Hubert Sumlin: Hubert Sumlin played with Muddy from May or June until sometime in December 1956. He began meeting with Spann in Muddy’s basement. “Spann and I would work for two hours down there every day. He learned me a lot, man. Muddy wouldn’t even pick up a guitar while I was with him.” (Trynka interview with Hubert Sumlin.) He recalled his trek to Chicago: “[Wolf] calls up, tells me the train leaves at so and so time and you are going to be met by Otis Spann. I packed my little suitcase, gets on the train, and finally arrives at the big ol’ Illinois Station on Twelfth Street. Otis Spann met me, man, I got to see all these big lights, and I got scared, so we went straight back to Leonard Chess’s daddy’s apartment building. Wolf had his own apartment there, he got me an apartment there and had done got my union card and everything. So the second day, me and Wolf we done had lunch, and he starts to telling me how this worked, how that worked.” (Trynka, “Howlin’ Wolf,” p. 44.)

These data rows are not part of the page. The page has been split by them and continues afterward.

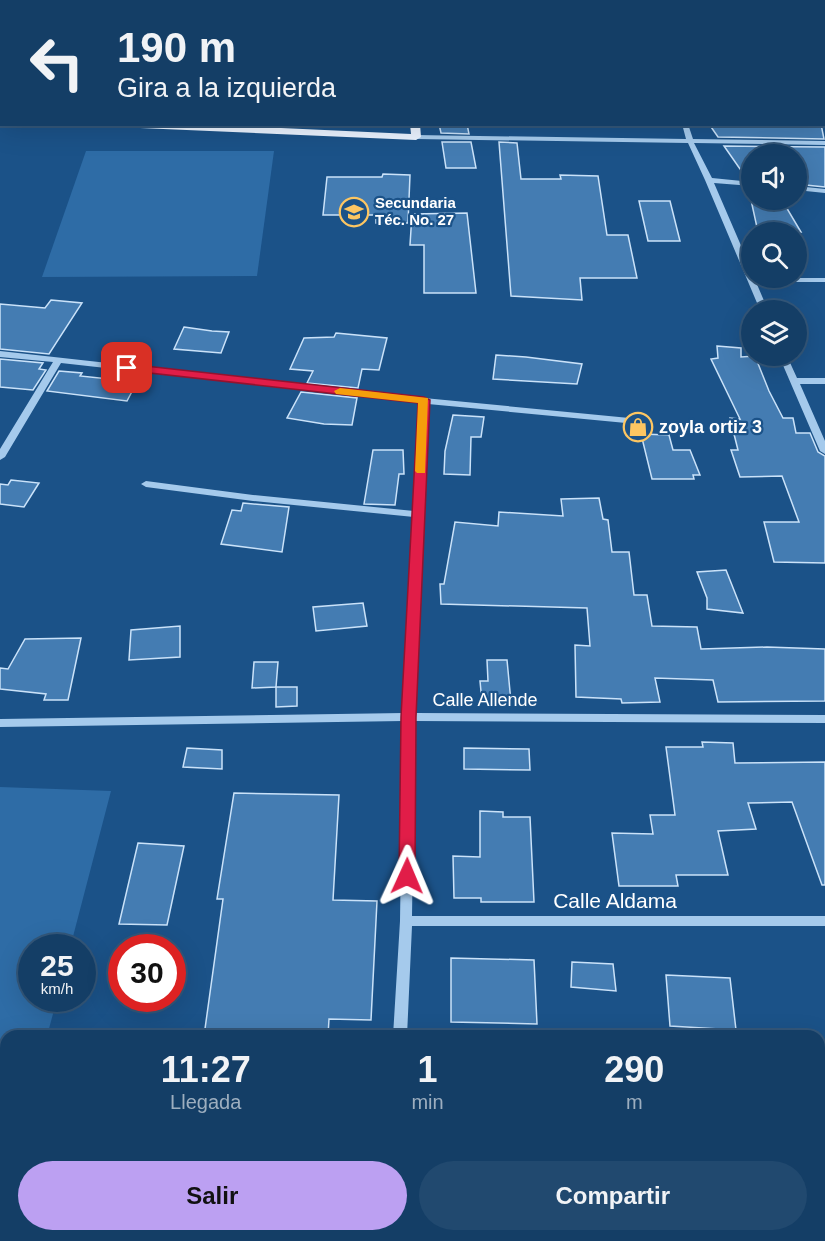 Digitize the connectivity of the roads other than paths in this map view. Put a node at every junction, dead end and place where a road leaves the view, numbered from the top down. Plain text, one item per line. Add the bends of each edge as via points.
1 (170, 126) edge
2 (415, 126) edge
3 (686, 126) edge
4 (259, 128) edge
5 (416, 137) junction
6 (690, 141) junction
7 (825, 143) edge
8 (709, 180) junction
9 (741, 183) edge
10 (807, 189) edge
11 (825, 191) edge
12 (741, 256) edge
13 (807, 280) edge
14 (825, 280) edge
15 (0, 354) edge
16 (59, 360) junction
17 (787, 366) edge
18 (794, 381) junction
19 (825, 381) edge
20 (424, 400) junction
21 (647, 422) dead end
22 (825, 451) edge
23 (0, 457) edge
24 (146, 484) dead end
25 (419, 515) junction
26 (409, 717) junction
27 (825, 718) edge
28 (0, 723) edge
29 (406, 921) junction
30 (825, 921) edge
31 (400, 1030) edge

1 - 4 main road
2 - 5 main road
3 - 6 street
4 - 5 main road
5 - 6 street
6 - 7 street
6 - 8 street
8 - 9 street
8 - 12 street
10 - 11 street
13 - 14 street
15 - 16 street
16 - 20 street
16 - 23 street
17 - 18 street
18 - 19 street
18 - 22 street
20 - 21 street
20 - 25 street
24 - 25 street
25 - 26 street
26 - 27 street, Calle Allende
26 - 28 street, Calle Allende
26 - 29 street
29 - 30 street, Calle Aldama
29 - 31 street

Later, when Hubert joined Muddy, “We were coming back from Florida, Spann had stopped and bought him a pistol — Saturday Night Special. So we all bought them. I got me a little old gun, it just fit in my coat. We had made it almost back to Chicago, Muddy had went on — he always did drive separate with his chauffeur. The police pulled our car over. He got Sp
ann out of the car and come up with his gun, so then he hauled us all out. They pulled a gun from every man in that car. They called for another car, kept their guns on us the whole time. They thought they had captured the black mafia or something, and we all got thrown away in jail. We’d be there today without Muddy. He came down as soon as he found out and made them let us go. But they kept the guns.” (Trynka interview with Hubert Sumlin.) Hubert went back to Wolf, and they enjoyed an eight-year run of hits, carrying a black audience into the 1960s well after Muddy’s had faded and his appeal was mostly to whites.

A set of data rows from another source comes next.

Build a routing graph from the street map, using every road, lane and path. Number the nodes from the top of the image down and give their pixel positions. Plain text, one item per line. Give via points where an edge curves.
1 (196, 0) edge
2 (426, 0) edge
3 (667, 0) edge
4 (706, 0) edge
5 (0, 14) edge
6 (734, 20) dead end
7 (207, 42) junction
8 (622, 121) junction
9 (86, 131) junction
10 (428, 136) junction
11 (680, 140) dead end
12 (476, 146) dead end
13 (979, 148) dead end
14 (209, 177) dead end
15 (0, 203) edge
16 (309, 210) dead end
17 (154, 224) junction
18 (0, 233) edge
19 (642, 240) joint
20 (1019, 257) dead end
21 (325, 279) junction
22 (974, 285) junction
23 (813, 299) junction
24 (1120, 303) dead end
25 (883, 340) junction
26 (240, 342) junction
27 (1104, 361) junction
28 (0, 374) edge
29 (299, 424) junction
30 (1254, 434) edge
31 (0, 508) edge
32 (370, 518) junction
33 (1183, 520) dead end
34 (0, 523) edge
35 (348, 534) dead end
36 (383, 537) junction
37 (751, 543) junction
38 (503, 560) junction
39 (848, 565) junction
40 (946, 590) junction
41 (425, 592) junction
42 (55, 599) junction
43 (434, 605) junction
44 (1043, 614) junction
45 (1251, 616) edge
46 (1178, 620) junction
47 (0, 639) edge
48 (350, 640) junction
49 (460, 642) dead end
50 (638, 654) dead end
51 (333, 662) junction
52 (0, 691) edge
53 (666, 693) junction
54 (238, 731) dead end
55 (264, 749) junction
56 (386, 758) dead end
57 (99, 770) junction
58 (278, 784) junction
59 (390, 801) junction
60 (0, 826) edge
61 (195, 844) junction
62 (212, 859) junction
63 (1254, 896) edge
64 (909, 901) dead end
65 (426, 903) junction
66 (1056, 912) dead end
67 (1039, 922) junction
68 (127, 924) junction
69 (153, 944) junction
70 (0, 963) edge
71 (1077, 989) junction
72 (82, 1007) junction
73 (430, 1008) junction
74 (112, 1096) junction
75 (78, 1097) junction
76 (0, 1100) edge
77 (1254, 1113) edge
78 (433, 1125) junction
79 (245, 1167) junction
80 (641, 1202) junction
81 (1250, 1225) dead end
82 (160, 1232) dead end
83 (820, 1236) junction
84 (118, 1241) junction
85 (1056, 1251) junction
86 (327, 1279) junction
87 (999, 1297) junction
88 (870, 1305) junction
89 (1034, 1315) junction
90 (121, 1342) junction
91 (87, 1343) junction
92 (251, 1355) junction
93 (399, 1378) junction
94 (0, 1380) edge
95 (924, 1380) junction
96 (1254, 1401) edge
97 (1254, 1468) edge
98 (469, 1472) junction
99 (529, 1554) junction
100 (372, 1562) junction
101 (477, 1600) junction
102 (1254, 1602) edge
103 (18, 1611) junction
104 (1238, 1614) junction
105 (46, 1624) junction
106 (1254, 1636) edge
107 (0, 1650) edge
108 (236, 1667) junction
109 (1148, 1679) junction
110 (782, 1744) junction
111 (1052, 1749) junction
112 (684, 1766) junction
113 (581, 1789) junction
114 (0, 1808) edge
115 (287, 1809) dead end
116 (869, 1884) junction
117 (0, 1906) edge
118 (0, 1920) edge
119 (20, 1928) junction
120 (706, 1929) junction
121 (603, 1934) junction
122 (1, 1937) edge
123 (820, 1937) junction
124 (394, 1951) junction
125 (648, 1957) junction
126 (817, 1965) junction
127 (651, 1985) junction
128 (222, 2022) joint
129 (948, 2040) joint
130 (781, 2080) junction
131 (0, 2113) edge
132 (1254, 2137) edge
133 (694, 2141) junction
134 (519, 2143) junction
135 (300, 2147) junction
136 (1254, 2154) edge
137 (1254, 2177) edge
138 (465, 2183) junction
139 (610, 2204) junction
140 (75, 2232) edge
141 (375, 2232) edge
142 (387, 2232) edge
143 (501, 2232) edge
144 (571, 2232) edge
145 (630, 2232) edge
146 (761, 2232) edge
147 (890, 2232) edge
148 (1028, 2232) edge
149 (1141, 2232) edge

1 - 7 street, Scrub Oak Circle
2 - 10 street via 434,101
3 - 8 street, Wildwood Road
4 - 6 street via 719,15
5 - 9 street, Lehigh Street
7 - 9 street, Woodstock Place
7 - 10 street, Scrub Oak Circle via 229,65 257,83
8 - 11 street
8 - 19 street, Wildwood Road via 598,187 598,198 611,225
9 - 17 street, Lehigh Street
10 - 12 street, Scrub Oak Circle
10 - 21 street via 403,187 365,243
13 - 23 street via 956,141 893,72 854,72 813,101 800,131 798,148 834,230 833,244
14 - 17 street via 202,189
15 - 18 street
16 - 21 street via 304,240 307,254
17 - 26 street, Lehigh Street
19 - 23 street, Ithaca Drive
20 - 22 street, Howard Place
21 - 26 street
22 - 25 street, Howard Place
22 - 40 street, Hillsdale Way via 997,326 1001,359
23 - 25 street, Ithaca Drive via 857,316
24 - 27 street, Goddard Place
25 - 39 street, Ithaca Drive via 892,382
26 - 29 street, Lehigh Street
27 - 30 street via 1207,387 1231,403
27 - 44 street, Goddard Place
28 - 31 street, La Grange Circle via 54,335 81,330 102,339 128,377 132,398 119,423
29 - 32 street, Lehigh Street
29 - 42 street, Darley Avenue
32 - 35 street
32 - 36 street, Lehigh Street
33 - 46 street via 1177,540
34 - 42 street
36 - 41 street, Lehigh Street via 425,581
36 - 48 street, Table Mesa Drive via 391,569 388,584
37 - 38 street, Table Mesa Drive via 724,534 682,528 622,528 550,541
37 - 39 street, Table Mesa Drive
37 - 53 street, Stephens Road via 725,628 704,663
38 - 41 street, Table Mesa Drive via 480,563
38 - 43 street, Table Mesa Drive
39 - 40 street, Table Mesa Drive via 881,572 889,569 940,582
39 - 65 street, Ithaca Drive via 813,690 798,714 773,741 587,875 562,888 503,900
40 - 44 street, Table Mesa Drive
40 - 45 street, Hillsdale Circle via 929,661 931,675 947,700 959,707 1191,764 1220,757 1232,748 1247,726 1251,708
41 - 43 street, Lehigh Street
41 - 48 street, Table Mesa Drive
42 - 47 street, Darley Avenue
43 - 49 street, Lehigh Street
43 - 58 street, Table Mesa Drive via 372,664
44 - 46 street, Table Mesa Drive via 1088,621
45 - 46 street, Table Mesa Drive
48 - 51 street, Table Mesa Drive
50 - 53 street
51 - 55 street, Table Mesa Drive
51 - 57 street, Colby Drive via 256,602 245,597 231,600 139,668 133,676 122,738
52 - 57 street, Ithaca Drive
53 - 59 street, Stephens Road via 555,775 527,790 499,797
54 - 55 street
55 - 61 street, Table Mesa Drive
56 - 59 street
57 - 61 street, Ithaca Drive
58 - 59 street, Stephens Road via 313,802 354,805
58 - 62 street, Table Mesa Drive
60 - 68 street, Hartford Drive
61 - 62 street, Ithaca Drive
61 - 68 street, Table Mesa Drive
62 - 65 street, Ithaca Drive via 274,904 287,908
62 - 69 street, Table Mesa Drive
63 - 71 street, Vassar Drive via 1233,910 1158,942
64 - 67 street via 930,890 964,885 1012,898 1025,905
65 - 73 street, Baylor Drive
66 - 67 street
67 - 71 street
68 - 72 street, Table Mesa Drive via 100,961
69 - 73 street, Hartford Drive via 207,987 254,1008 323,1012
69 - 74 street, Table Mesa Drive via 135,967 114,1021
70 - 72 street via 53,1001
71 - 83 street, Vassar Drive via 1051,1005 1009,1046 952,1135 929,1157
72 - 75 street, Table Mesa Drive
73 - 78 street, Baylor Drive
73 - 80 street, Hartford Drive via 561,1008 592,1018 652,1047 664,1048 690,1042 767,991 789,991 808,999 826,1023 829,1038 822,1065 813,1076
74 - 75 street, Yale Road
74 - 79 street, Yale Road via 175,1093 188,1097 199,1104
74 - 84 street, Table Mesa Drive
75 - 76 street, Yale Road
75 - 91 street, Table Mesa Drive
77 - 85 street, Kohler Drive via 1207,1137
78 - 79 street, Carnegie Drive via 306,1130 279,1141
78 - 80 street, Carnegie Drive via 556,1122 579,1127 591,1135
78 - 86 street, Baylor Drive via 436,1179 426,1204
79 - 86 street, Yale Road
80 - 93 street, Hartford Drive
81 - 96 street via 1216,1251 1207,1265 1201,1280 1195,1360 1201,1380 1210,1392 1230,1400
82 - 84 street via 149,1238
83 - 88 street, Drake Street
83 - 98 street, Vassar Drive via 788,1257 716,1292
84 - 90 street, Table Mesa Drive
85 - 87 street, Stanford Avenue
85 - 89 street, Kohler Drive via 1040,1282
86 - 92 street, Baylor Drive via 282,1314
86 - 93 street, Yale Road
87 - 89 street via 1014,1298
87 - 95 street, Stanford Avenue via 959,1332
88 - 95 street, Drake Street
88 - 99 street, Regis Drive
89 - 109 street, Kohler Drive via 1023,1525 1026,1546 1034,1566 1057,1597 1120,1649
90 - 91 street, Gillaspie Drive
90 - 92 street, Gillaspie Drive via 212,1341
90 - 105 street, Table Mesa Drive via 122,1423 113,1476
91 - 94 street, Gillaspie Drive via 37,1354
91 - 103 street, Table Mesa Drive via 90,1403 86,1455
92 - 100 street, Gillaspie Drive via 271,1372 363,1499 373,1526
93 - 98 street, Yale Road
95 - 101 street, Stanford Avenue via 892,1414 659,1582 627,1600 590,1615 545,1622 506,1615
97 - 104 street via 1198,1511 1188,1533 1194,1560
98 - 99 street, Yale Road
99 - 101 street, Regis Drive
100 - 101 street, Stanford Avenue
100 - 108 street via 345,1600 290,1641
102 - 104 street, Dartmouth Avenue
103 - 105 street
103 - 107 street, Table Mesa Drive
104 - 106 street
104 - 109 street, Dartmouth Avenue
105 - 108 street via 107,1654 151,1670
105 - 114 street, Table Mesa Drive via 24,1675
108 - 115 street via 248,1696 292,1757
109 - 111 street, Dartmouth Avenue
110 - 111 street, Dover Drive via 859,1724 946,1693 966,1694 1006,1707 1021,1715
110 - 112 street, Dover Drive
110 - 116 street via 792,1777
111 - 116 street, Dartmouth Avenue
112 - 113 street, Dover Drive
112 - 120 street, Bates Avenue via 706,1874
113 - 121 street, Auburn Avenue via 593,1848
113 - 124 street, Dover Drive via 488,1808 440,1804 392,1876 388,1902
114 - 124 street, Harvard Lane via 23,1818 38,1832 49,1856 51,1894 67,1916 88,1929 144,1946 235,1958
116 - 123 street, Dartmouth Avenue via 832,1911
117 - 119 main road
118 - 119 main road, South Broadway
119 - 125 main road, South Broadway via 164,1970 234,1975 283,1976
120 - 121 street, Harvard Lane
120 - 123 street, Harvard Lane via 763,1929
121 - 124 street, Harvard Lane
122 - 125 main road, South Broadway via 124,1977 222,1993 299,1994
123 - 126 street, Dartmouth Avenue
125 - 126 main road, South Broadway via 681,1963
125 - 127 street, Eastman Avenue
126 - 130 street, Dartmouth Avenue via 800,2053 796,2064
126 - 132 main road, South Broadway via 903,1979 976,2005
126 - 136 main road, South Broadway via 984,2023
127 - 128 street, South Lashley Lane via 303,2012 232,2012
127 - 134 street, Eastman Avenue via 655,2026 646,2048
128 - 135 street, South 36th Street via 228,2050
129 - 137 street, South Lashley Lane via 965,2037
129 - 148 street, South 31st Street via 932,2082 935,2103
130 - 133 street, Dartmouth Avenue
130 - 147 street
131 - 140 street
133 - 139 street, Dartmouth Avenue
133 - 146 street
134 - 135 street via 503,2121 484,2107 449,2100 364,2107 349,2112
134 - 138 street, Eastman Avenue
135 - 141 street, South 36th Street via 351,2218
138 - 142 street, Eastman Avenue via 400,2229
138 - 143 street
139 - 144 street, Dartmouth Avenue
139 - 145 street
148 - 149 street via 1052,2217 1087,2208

“Elgin” Edmonds Gets Fired: “I had to find me a drummer that would drive,” said Muddy. “My drummer was straight right down — bop bop bop bop. I had to part from him ’cause he just couldn’t hit the backbeat.” (Palmer, Deep Blues, p. 168.) Freddie Below, the obvious replacement, was making it in the Chess studio and, any time he needed the road work, his commitment was with Walter. Cotton remembered the group running through five or six drummers before finding Clay. “It was funny to me,” Cotton said, “because all the other drummers brought their whole set of drums, Clay come to audition with just a snare drum.” But Clay said, “No, I didn’t audition.” Marcus Johnson, whom some band members called “Marcus Garvey” because of his politics, got in a fight and out of the band. According to Cotton, “Marcus thought that Clay owed him something because he got him into the band. We played Gary, Indiana, one night, we loaded the instruments into the back of the station wagon, and Marcus knocked Clay down. And I gave Marcus a good whupping for it.” Said Clay, “He’d get hot-headed sometimes.” Clay also did not care for Triplett: “Pat Hare was always a pleasant person, but he loved to play with guns. He would have his gun on his bed, taking it apart, putting it together. He got in trouble one time in Texas, he shot at Triplett, who was an asshole anyway. He irritated everyone. He thought he was out of this world. The cops came, but they didn’t arrest anyone, they were used to things like that.”